DATASET RECORDS -
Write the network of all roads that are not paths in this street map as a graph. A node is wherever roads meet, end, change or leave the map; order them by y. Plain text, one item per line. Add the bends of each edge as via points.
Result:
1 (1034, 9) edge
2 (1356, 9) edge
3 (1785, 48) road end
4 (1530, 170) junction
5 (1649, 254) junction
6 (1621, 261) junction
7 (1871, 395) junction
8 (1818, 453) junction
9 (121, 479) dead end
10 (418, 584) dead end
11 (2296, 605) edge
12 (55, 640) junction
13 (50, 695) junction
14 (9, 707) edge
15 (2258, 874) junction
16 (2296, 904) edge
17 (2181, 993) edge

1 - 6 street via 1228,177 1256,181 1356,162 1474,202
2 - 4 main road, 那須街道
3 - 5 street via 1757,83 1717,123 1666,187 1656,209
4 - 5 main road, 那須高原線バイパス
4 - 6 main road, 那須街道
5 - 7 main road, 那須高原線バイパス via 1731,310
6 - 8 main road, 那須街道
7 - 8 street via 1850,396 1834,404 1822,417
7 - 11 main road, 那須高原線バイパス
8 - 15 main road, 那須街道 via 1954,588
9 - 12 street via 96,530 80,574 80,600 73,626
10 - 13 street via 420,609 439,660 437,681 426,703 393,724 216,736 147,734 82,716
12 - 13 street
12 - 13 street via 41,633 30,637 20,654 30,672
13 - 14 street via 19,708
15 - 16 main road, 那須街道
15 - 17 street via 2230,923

TASK GOAL -
Transcribe the entire listing above.

RESPONSE FOR THIS EXERCISE -
Write the network of all roads that are not paths in this street map as a graph. A node is wherever roads meet, end, change or leave the map; order them by y. Plain text, one item per line. Add the bends of each edge as via points.
Result:
1 (1034, 9) edge
2 (1356, 9) edge
3 (1785, 48) road end
4 (1530, 170) junction
5 (1649, 254) junction
6 (1621, 261) junction
7 (1871, 395) junction
8 (1818, 453) junction
9 (121, 479) dead end
10 (418, 584) dead end
11 (2296, 605) edge
12 (55, 640) junction
13 (50, 695) junction
14 (9, 707) edge
15 (2258, 874) junction
16 (2296, 904) edge
17 (2181, 993) edge

1 - 6 street via 1228,177 1256,181 1356,162 1474,202
2 - 4 main road, 那須街道
3 - 5 street via 1757,83 1717,123 1666,187 1656,209
4 - 5 main road, 那須高原線バイパス
4 - 6 main road, 那須街道
5 - 7 main road, 那須高原線バイパス via 1731,310
6 - 8 main road, 那須街道
7 - 8 street via 1850,396 1834,404 1822,417
7 - 11 main road, 那須高原線バイパス
8 - 15 main road, 那須街道 via 1954,588
9 - 12 street via 96,530 80,574 80,600 73,626
10 - 13 street via 420,609 439,660 437,681 426,703 393,724 216,736 147,734 82,716
12 - 13 street
12 - 13 street via 41,633 30,637 20,654 30,672
13 - 14 street via 19,708
15 - 16 main road, 那須街道
15 - 17 street via 2230,923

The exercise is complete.